▶ **Your instructions**: Locate all lines in the data below that hold "Coronel" and show them.

☆ ☆ ☆ ☆

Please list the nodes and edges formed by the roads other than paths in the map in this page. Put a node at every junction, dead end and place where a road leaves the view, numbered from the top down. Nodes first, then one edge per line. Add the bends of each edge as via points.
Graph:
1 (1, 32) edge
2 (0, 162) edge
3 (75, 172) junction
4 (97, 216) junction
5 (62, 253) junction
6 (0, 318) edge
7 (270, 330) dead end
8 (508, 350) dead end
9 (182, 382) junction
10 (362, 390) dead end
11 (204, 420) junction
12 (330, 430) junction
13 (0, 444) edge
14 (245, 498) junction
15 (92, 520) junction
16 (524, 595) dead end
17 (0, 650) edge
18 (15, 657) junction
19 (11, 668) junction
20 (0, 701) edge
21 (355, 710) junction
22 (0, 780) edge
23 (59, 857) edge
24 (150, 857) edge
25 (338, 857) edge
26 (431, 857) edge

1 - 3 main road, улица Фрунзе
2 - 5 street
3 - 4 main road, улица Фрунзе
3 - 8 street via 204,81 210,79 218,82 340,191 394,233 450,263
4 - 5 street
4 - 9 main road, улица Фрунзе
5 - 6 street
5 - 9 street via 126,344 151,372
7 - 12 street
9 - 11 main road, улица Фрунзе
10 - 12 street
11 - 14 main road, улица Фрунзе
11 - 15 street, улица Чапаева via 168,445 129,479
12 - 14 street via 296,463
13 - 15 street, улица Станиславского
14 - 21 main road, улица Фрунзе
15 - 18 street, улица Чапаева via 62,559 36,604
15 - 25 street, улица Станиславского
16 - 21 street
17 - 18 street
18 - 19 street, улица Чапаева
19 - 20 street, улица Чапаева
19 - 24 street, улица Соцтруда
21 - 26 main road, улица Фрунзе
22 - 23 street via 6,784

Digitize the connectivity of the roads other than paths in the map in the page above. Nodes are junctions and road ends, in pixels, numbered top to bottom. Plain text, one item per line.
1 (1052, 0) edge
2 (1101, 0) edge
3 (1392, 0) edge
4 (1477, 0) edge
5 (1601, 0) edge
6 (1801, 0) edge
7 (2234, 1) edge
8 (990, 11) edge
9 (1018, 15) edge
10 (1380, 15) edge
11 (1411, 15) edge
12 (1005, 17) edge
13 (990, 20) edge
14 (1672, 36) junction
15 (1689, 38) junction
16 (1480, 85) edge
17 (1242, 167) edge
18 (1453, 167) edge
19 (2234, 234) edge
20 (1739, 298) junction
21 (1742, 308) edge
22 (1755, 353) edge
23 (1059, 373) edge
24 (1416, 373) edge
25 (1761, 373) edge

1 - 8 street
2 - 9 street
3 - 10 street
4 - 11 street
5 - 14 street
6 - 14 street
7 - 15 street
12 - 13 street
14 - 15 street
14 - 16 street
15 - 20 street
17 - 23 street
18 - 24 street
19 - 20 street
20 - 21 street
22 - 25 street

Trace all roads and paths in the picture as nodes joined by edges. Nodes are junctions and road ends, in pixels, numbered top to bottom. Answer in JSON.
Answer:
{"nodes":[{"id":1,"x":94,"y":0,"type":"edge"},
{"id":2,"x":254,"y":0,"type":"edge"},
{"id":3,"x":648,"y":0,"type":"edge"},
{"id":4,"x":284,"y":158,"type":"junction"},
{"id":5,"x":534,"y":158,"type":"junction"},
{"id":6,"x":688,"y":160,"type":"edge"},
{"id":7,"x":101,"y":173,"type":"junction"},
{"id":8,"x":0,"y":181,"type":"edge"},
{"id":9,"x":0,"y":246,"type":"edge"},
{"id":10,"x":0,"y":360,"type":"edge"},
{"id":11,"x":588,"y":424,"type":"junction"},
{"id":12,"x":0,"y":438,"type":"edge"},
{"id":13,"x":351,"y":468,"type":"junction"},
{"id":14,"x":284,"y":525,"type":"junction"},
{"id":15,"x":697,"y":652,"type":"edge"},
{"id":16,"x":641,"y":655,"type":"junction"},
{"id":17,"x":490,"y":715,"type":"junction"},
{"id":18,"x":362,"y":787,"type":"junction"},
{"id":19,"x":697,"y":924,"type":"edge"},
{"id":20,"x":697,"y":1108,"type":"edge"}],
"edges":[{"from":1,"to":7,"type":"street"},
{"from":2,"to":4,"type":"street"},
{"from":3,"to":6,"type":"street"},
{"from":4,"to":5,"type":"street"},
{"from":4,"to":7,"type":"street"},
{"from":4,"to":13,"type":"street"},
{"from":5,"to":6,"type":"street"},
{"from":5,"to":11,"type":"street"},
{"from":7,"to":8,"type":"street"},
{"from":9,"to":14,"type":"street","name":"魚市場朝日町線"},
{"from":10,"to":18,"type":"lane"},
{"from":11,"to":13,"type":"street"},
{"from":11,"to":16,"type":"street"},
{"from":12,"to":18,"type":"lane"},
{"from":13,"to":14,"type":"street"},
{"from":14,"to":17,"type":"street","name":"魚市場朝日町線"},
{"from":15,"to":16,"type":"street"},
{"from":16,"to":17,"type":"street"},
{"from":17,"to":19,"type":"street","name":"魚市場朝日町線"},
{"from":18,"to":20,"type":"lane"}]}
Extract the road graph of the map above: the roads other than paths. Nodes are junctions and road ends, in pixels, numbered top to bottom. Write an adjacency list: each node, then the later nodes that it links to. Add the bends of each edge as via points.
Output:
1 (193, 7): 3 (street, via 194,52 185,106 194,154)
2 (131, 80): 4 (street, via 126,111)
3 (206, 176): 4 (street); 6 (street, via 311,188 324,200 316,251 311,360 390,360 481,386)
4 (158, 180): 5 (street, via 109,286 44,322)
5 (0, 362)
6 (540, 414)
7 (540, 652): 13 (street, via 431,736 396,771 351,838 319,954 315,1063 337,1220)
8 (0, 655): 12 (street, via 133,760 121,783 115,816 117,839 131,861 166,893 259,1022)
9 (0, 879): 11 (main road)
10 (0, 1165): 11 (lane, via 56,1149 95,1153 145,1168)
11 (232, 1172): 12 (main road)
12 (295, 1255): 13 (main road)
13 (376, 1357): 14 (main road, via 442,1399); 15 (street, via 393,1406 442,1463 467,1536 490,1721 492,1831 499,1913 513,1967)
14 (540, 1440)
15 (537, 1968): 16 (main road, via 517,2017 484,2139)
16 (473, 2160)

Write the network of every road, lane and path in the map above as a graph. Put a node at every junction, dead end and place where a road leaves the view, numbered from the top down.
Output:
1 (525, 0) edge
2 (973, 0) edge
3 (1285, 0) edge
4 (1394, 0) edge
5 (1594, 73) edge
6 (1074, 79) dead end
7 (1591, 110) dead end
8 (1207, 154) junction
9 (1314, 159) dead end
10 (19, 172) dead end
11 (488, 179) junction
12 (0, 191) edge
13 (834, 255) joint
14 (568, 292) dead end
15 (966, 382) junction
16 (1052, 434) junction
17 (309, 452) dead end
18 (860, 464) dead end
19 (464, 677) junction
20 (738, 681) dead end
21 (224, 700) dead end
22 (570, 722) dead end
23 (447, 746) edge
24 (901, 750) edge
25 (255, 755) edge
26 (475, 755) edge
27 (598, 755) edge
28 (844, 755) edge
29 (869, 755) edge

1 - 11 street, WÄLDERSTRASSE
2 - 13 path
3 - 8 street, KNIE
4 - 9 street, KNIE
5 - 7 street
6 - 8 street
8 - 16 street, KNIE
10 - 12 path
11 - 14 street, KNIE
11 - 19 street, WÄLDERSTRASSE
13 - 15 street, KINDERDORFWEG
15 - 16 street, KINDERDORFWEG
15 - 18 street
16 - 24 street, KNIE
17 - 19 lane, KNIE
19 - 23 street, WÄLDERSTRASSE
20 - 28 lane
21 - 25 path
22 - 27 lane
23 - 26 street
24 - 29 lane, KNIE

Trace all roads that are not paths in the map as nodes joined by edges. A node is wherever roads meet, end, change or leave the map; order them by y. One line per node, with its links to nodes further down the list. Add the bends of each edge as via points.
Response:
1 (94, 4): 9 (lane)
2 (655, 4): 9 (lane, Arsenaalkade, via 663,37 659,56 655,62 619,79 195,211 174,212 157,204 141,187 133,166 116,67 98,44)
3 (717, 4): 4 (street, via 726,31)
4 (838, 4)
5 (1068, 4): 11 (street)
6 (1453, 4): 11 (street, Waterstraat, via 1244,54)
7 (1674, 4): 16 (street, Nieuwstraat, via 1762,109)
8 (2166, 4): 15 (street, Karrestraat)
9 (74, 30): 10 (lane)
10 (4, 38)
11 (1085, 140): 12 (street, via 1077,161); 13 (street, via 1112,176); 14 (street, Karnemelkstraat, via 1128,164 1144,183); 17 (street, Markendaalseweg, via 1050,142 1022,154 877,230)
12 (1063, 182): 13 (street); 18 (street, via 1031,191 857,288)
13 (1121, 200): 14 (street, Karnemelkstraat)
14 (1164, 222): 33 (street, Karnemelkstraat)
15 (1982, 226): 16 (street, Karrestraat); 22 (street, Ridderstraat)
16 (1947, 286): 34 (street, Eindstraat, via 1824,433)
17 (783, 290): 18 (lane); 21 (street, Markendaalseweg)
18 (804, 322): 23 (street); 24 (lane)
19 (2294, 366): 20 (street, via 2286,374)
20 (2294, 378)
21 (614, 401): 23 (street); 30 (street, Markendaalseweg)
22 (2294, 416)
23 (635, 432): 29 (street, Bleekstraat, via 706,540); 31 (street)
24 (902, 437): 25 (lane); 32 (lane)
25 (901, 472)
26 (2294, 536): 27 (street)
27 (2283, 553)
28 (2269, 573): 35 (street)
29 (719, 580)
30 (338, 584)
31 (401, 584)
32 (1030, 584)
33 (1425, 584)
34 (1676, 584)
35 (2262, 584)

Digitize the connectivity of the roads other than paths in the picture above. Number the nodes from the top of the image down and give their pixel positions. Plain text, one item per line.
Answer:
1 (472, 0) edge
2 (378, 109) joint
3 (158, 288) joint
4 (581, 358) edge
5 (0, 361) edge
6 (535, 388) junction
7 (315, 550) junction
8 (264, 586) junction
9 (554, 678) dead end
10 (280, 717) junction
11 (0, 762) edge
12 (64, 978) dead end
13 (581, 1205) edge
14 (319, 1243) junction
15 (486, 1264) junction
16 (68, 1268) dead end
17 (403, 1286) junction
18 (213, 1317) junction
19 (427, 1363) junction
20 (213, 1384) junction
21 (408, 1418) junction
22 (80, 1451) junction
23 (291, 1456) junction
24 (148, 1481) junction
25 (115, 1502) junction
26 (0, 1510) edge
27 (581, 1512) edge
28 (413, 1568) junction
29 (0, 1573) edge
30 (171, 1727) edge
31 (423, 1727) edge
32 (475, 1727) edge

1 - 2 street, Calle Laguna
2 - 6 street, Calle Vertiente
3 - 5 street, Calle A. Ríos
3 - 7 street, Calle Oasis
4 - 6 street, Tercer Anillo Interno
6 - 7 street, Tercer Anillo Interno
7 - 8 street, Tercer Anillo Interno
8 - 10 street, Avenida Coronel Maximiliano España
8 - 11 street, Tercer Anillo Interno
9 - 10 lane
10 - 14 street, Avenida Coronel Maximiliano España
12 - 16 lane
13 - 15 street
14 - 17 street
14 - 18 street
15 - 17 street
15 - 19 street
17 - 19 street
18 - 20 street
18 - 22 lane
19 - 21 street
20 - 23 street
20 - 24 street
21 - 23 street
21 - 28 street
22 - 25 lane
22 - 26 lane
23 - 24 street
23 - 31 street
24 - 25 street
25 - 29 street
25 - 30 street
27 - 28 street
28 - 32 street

☆ ☆ ☆ ☆

▶ **Response area**:
8 - 10 street, Avenida Coronel Maximiliano España
10 - 14 street, Avenida Coronel Maximiliano España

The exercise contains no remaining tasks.